Si può vendere o affittare un parcheggio auto in condominio o è vietato nel 2022

Perché non affittare o vendere un parcheggio auto se non viene utilizzato? Ma questa possibilità è ammessa dalla normativa vigente?

Si può vendere o affittare un parcheggio

Parcheggio auto in condominio, si può vendere o affittare?

Chi è in possesso di un'abitazione costruita dopo l'anno 2005 può vendere il proprio posto auto. Per i periodi precedenti occorre visionare il regolamento condominiale.

Sono in tanti a disporre di un posto auto all'interno del proprio condominio dove parcheggiare il proprio veicolo. Ma non tutti hanno una vettura e di conseguenza non sempre quello spazio viene adeguatamente sfruttato.

Sia i posti auto sia i box auto condominiali sono sottoposti agli stessi vincoli legislativi, quindi è opportuno informarsi, oltre che del regolamento interno dei condomini anche delle leggi vigenti. Approfondiamo in questo articolo:

  • Parcheggio auto in condominio, si può vendere o affittare o no

  • Posti auto in un condominio anche dopo aver realizzato l'edificio

Parcheggio auto in condominio, si può vendere o affittare o no

Le norme in materia di parcheggio auto all'interno dei condomini è cambiata negli ultimi anni con l'introduzione di criteri. Per avere un quadro chiaro è indispensabile individuare tre epoche ovvero i periodi precedente il 1967, tra il 1967 e il 2005 e quello successivo al 2005. Tutti i parcheggi costruiti all'interno del contesto condominiale precedentemente alla data del primo settembre 1967 sono liberi da qualsiasi vincolo legislativo.

In quel periodo non sussisteva alcun obbligo nel realizzare posti auto e di conseguenza non sono state redatte norme.

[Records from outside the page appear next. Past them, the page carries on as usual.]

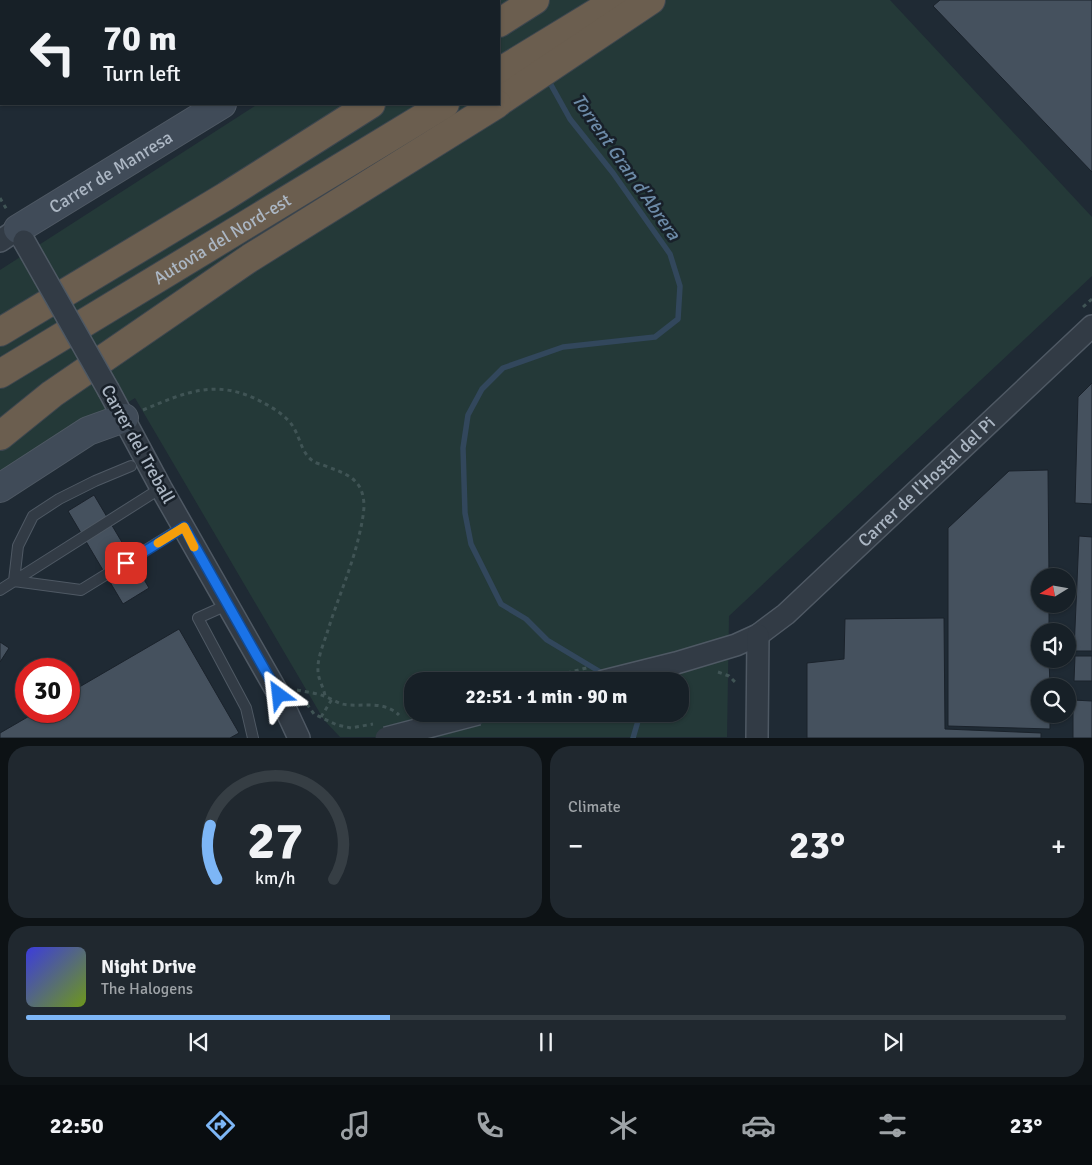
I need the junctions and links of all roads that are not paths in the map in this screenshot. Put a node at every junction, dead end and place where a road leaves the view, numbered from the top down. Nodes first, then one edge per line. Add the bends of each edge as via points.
1 (536, 0) edge
2 (617, 0) edge
3 (651, 0) edge
4 (500, 22) edge
5 (500, 71) edge
6 (500, 102) edge
7 (220, 105) edge
8 (369, 105) edge
9 (444, 105) edge
10 (495, 105) edge
11 (14, 237) edge
12 (1092, 326) edge
13 (0, 332) edge
14 (0, 374) edge
15 (124, 418) junction
16 (0, 436) edge
17 (132, 466) dead end
18 (0, 488) edge
19 (161, 488) junction
20 (184, 527) junction
21 (14, 581) junction
22 (0, 590) edge
23 (227, 605) junction
24 (758, 636) junction
25 (640, 672) edge
26 (432, 722) edge
27 (381, 731) edge
28 (253, 738) edge
29 (299, 738) edge
30 (757, 738) edge

1 - 4 highway
2 - 5 highway
3 - 6 highway
7 - 11 street, Carrer de Manresa
8 - 13 highway, Autovia del Nord-est
9 - 14 highway, Autovia del Nord-est
10 - 16 highway via 250,258 52,394
11 - 15 street, Carrer del Treball, bridge
12 - 24 street, Carrer de l'Hostal del Pi via 786,614
15 - 18 street via 88,431
15 - 19 street, Carrer del Treball
17 - 21 lane via 59,499 33,516 18,546
19 - 20 street, Carrer del Treball
19 - 21 lane
20 - 21 lane via 81,590
20 - 23 street, Carrer del Treball
21 - 22 lane
23 - 28 lane via 198,618 246,708
23 - 29 street, Carrer del Treball via 279,695
24 - 25 street
24 - 30 street
26 - 27 street, bridge

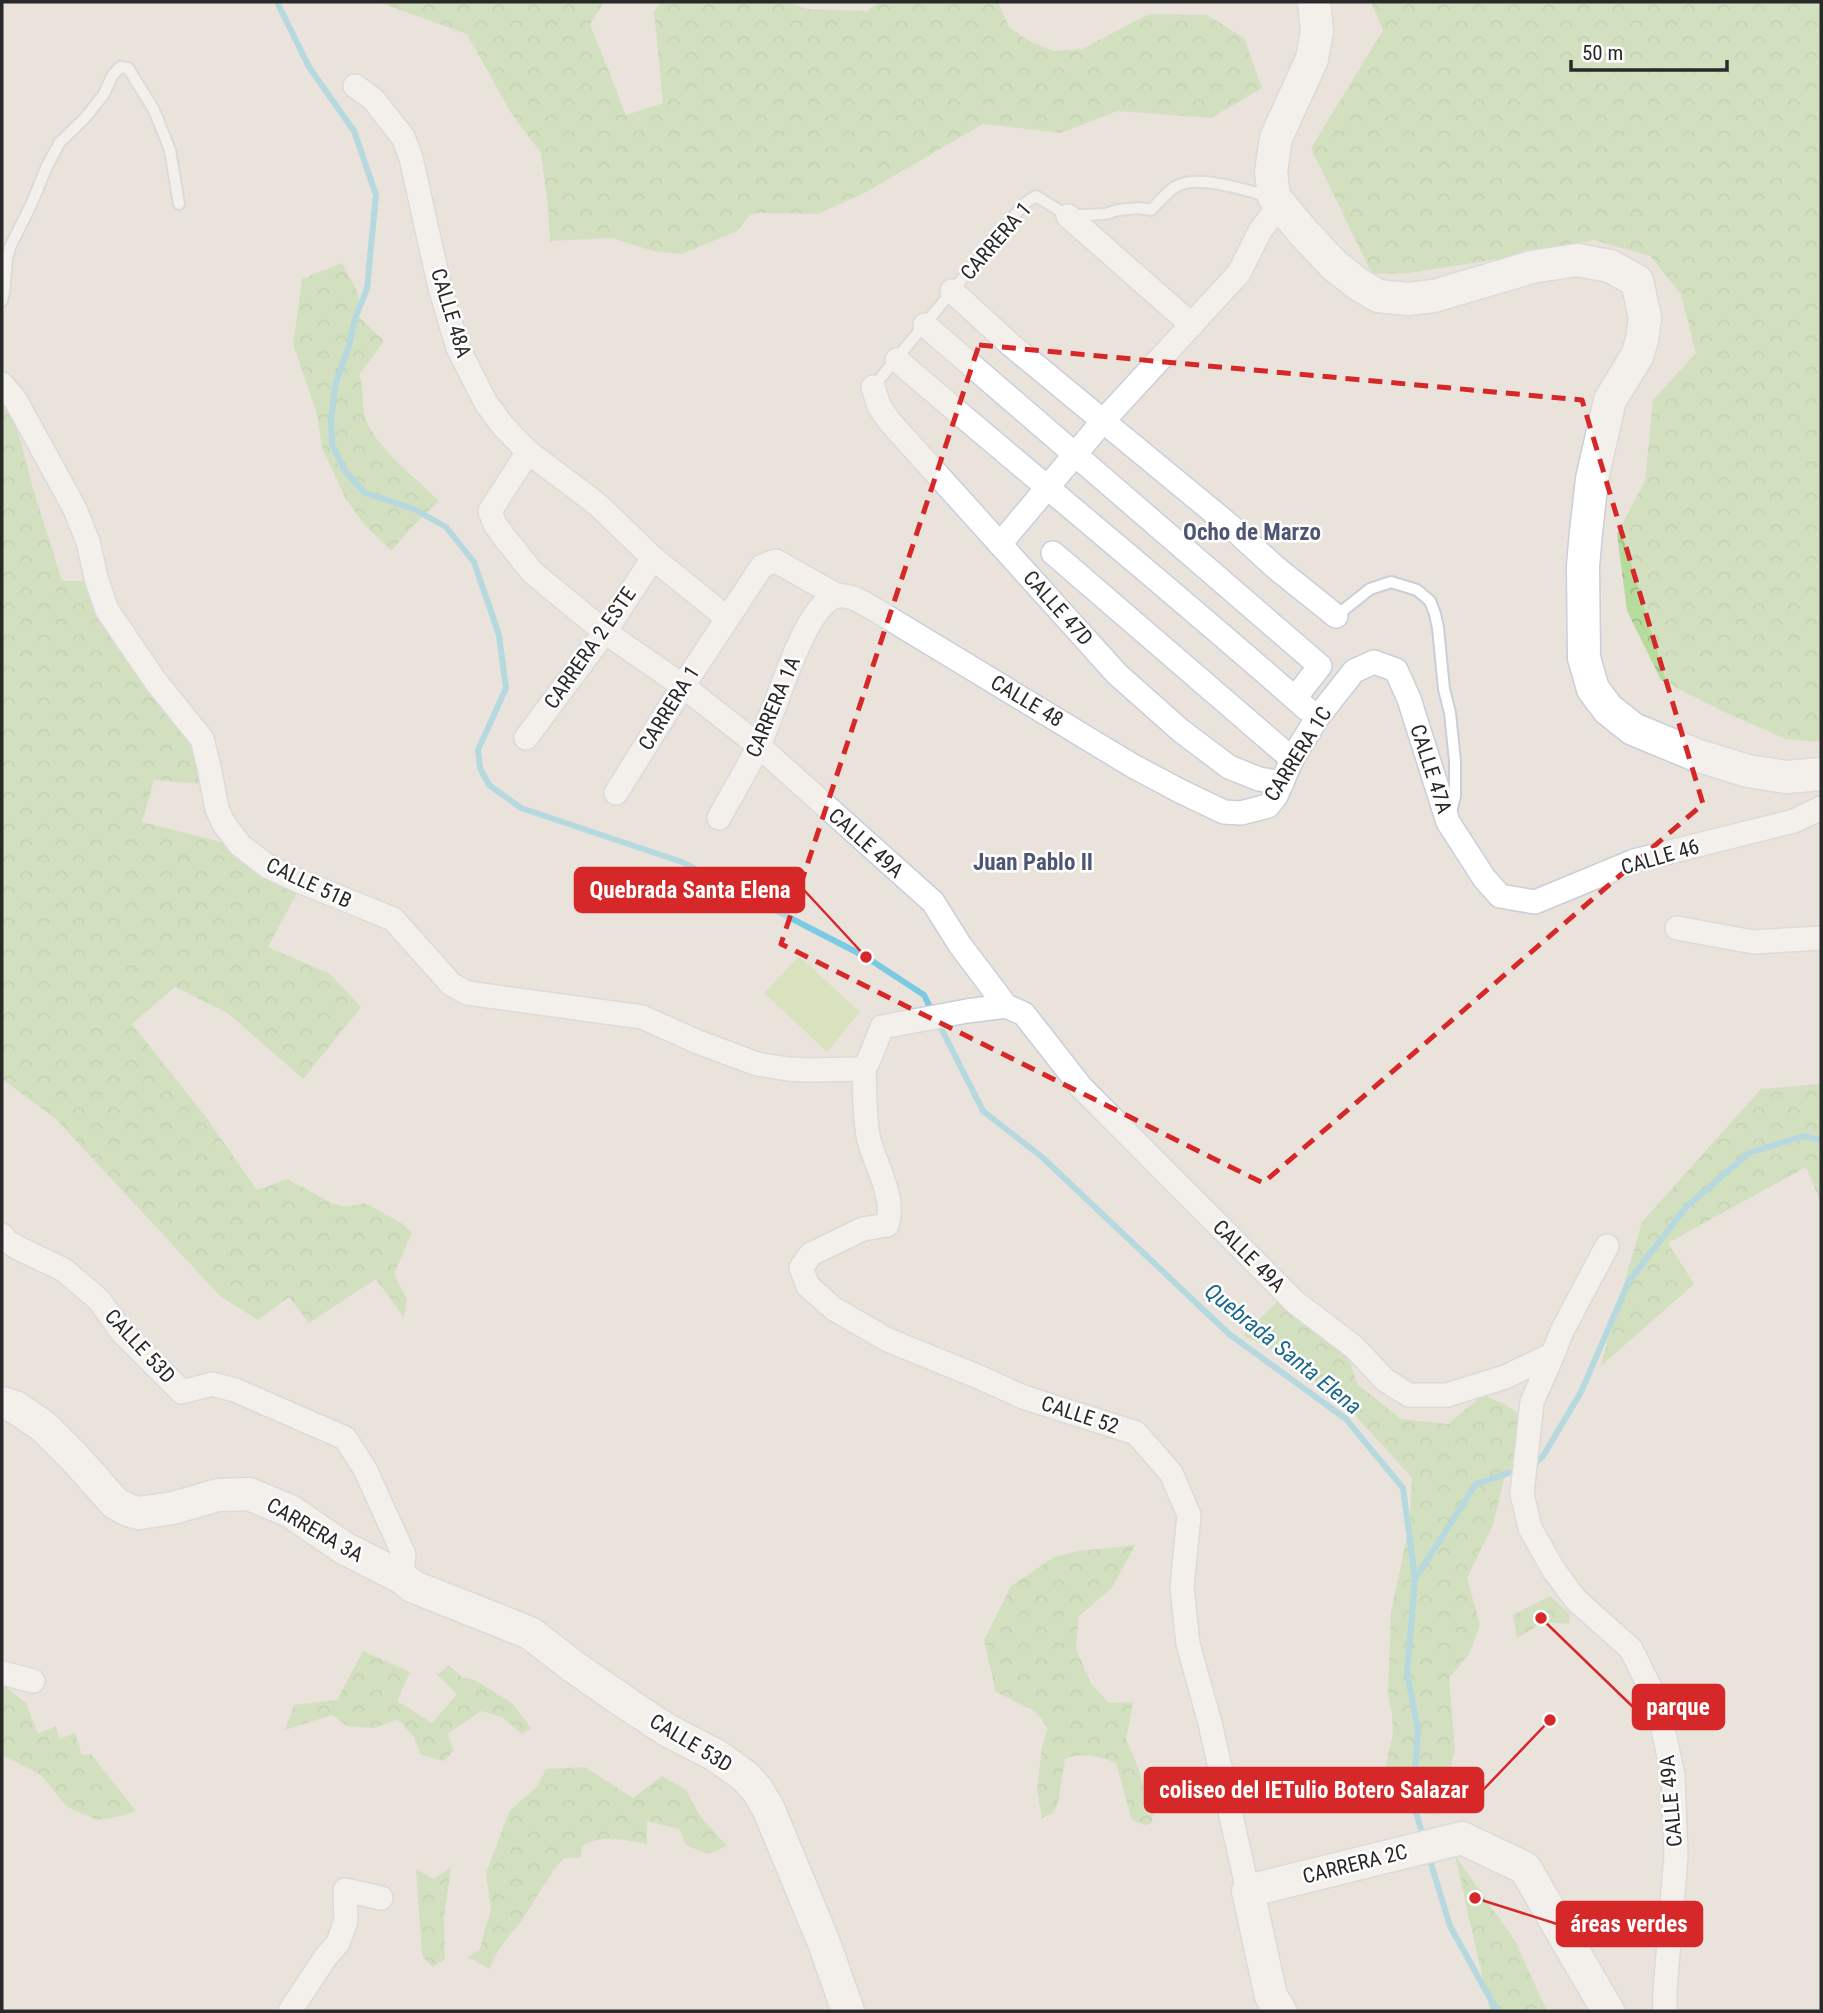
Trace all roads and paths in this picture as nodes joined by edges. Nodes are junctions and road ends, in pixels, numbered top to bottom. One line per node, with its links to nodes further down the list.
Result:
1 (1314, 2): 3 (street)
2 (355, 86): 14 (street, CALLE 48A)
3 (1277, 201): 5 (lane); 9 (street); 32 (street)
4 (179, 204): 7 (lane)
5 (1068, 216): 6 (lane, CARRERA 1); 9 (street)
6 (952, 291): 8 (lane, CARRERA 1); 13 (street)
7 (2, 301)
8 (925, 325): 10 (lane, CARRERA 1); 15 (street)
9 (1192, 325): 13 (street)
10 (897, 360): 12 (lane, CARRERA 1); 16 (street)
11 (4, 384): 43 (street, CALLE 51B)
12 (873, 387): 17 (street, CALLE 47D)
13 (1103, 421): 15 (street); 22 (street)
14 (528, 452): 19 (street, CALLE 48A); 24 (street, CALLE 49A)
15 (1074, 455): 16 (street); 27 (street)
16 (1046, 489): 17 (street); 27 (street)
17 (1000, 544): 33 (street, CALLE 47D)
18 (1053, 553): 31 (street)
19 (653, 558): 23 (street, CALLE 48A); 24 (street, CARRERA 2 ESTE)
20 (776, 561): 21 (street, CALLE 48); 23 (street, CARRERA 1)
21 (834, 597): 30 (street, CARRERA 1A); 36 (street, CALLE 48)
22 (1336, 615): 38 (lane)
23 (727, 618): 26 (street, CARRERA 1)
24 (605, 632): 26 (street, CALLE 49A); 29 (street, CARRERA 2 ESTE)
25 (1396, 670): 28 (street, CARRERA 1C); 38 (street, CALLE 47A)
26 (683, 686): 30 (street, CALLE 49A); 34 (street, CARRERA 1)
27 (1295, 698): 28 (street)
28 (1317, 718): 31 (street, CARRERA 1C)
29 (527, 738)
30 (759, 746): 37 (street, CARRERA 1A); 42 (street, CALLE 49A)
31 (1292, 759): 33 (street, CARRERA 1C)
32 (1821, 774)
33 (1282, 783): 36 (street, CARRERA 1C)
34 (616, 793)
35 (1821, 808): 39 (street, CALLE 46)
36 (1224, 812)
37 (719, 818)
38 (1448, 822): 39 (street, CALLE 47A)
39 (1500, 896)
40 (1677, 928): 41 (street)
41 (1821, 938)
42 (1006, 1006): 43 (street); 46 (street, CALLE 49A)
43 (864, 1069): 51 (street, CALLE 52)
44 (2, 1236): 48 (street, CALLE 53D)
45 (1607, 1247): 46 (street)
46 (1553, 1354): 57 (street, CALLE 49A)
47 (2, 1403): 48 (street, CARRERA 3A)
48 (407, 1582): 54 (street, CALLE 53D)
49 (2, 1673): 50 (street)
50 (33, 1681)
51 (1248, 1891): 55 (street, CALLE 52); 56 (street, CARRERA 2C)
52 (381, 1898): 53 (street)
53 (290, 2011)
54 (848, 2011)
55 (1280, 2011)
56 (1608, 2011)
57 (1665, 2011)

Chi è in possesso di un posto auto o di un'abitazione riconducibile a quella data di costruzione può vendere senza alcun problema la sua area di parcheggio, anche separatamente all'appartamento. Il proprietario può anche concedere in affitto il box auto o posto auto a una persona che non abita nella stessa area di riferimento.

Nel periodo tra il primo settembre 1976 e il 16 dicembre 2005 la condizione a cui sono vincolati gli edifici è di realizzare i posti auto in specifici spazi dell'area condominiale, dalla grandezza proporzionale alla cubatura dell'edificio di proprietà o in affitto. Maggiori sono le dimensioni del fabbricato e più posti auto sono messi a disposizione dei residenti.

Tale processo ha avuto una impennata quando negli anni 80 con un incremento del numero di vetture in strada che ha costretto i costruttori a espandere il numero di parcheggi. Chiunque sia in possesso di un posto auto o box auto costruito in questo lasso di tempo deve sottostare a un vincolo pubblicistico, cioè ha l'obbligo di utilizzare quello spazio solo essendo dei residenti.

Non c'è quindi la possibilità di venderli a terze parti, salvo nel caso in cui siano previsti posti auto liberi. In ogni caso è consigliabile esaminare il rogito del proprio appartamento, in modo da verificare se il posto auto sia o meno vincolato all'immobile e possa essere venduto.

Tutti i box auto realizzati dopo il 16 dicembre 2005 non hanno vincoli e possono essere venduti separatamente dal proprio appartamento. Le norme vigenti stabiliscono che ogni proprietario di un posto auto può vendere il parcheggio assegnato all'interno di un complesso condominiale autonomamente dall'appartamento.

Questa condizione è legata solo dalle possibili parti comuni. Se le aree di riferimento costruite per la sosta di veicoli sono considerate parti comuni vi è la necessità di un consenso di tutti quei condomini che ne detengono una porzione. Tale condizione può essere verificata solo verificando il rogito oppure direttamente dal regolamento condominiale, dove vengono riportate le parti comuni e l'utilizzo.

Posti auto in un condominio anche dopo aver realizzato l'edificio

Oltre a questi tre casi c'è anche la possibilità di imbattersi in un posto auto costruito dopo la realizzazione dell'edificio e dei posti obbligatori. La Legge Tognoli, alla fine degli anni 80, ha permesso di costruire i posti auto in un condominio anche dopo aver realizzato l'edificio. La vendita di un posto auto non è sicuramente un'operazione difficile, ma è fondamentale comprendere in quale periodo storico sia stato costruito il palazzo di riferimento e il parcheggio annesso.

La consultazione del rogito dell'edificio può chiarire tutti gli aspetti legati alle parti comuni e alle date di costruzione, svincolando o vincolando i proprietari. Chi è in possesso di un'abitazione costruita dopo l'anno 2005 può vendere il proprio posto auto. Per i periodi precedenti occorre visionare il regolamento condominiale.